- Interactive map of Ugrinovci
- Ugrinovci
- Coordinates: 44°52′42″N 20°11′13″E﻿ / ﻿44.87833°N 20.18694°E
- Country: Serbia

Area
- • Total: 50.33 km^{2} (19.43 sq mi)
- Elevation: 66 m (217 ft)

Population (2011)
- • Total: 10,807
- • Density: 214.7/km^{2} (556.1/sq mi)
- Time zone: UTC+1 (CET)
- • Summer (DST): UTC+2 (CEST)

= Ugrinovci, Belgrade =

Ugrinovci (Serbian Cyrillic: Угриновци) is a suburban settlement of Belgrade, Serbia. It is located in Belgrade's municipality of Zemun.

== Location ==
Ugrinovci is located in the eastern section of the Syrmia region, in the western part of the municipality of Zemun, near the administrative border of the municipality of Vojvodina. It is located on the Batajnica-Dobanovci road. In the northern direction to Batajnica, which is 8 km away, is the new sub-neighborhood of Busije, while in the northern direction to Dobanovci (4 km, over the Belgrade-Zagreb highway) is the also new sub-neighbourhood of Grmovac, both being populated since the mid-1990s with refugees from Croatia and Bosnia and Herzegovina, which almost doubled the population of Ugrinovci.

==Demographics==
The population of Ugrinovci has been steadily growing for the last four decades. The population according to the official censuses:
- 1948 - 1,769
- 1953 - 1,728
- 1961 - 1,895
- 1971 - 2,258
- 1981 - 3,278
- 1991 - 4,007
- 2002 - 7,199
- 2012 - 10,807

Ethnic structure

In 2002, 97.33% of residents were Serbs and 0.55% were Romani.

== Characteristics ==
Ugrinovci is a village with the majority of its population employed in agriculture.
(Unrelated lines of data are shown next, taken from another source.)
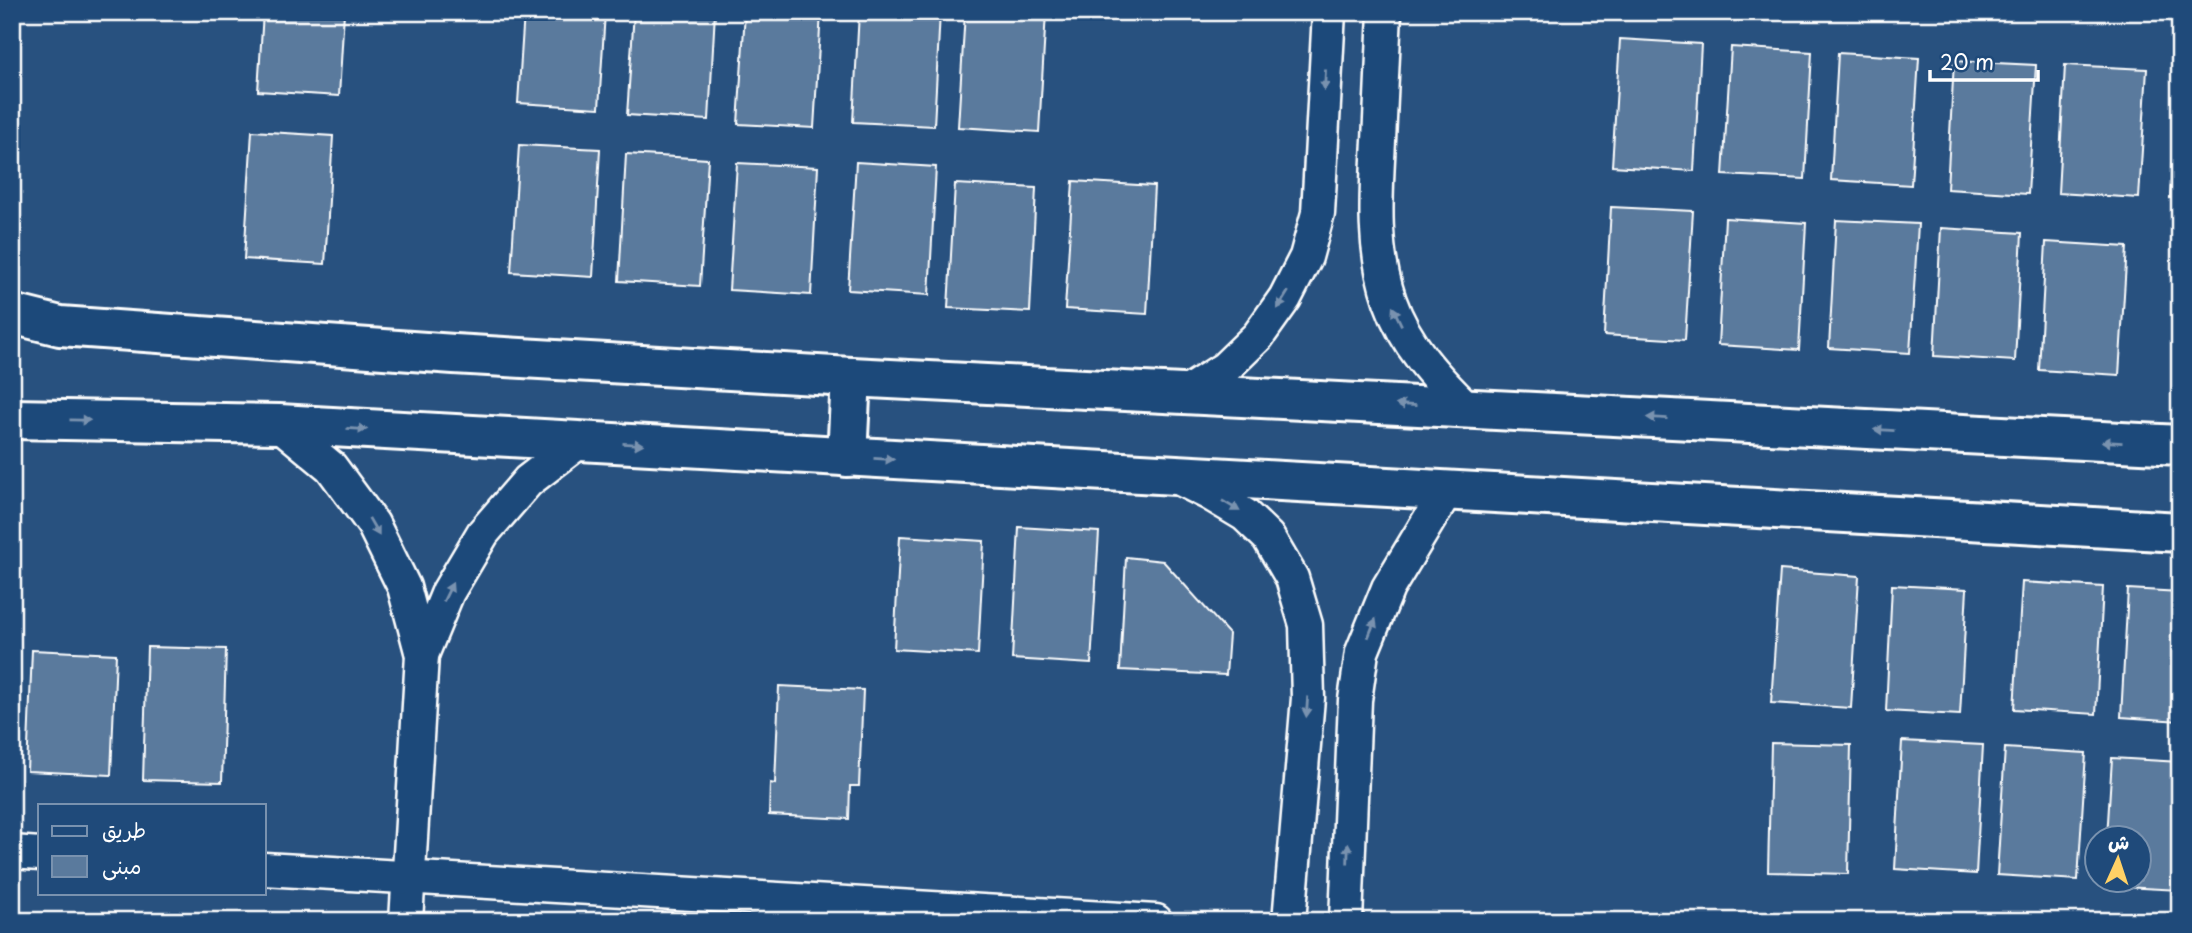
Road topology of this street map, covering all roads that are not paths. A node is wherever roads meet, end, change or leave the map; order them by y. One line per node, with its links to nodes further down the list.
1 (1329, 12): 5 (street, one-way to 5)
2 (1385, 12): 6 (street, one-way to 2)
3 (12, 314): 4 (street)
4 (851, 377): 5 (street); 11 (street)
5 (1186, 393): 6 (street, one-way to 5)
6 (1468, 409): 10 (street, one-way to 6)
7 (12, 419): 8 (street, one-way to 8)
8 (279, 424): 9 (street, one-way to 9); 15 (street, one-way to 15)
9 (580, 441): 11 (street, one-way to 11); 15 (street, one-way to 9)
10 (2180, 445)
11 (847, 457): 12 (street, one-way to 12)
12 (1170, 475): 13 (street); 23 (street, one-way to 23)
13 (1447, 490): 14 (street); 24 (street, one-way to 13)
14 (2180, 532)
15 (422, 655): 19 (street)
16 (12, 852): 17 (street)
17 (38, 854)
18 (266, 869): 19 (street)
19 (409, 878): 20 (street); 21 (street)
20 (849, 912): 22 (street)
21 (406, 921)
22 (1156, 921)
23 (1289, 921)
24 (1346, 921)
Since the detachment of the municipality of Surčin from Zemun in 2003, Ugrinovci has remained the only separate settlement in the municipality of Zemun, as all the other settlements (Batajnica, Zemun Polje, former city of Zemun, etc.) are part of the Belgrade city proper (uža teritorija grada).

The name of the village comes from the medieval name for Hungarians (Ugri).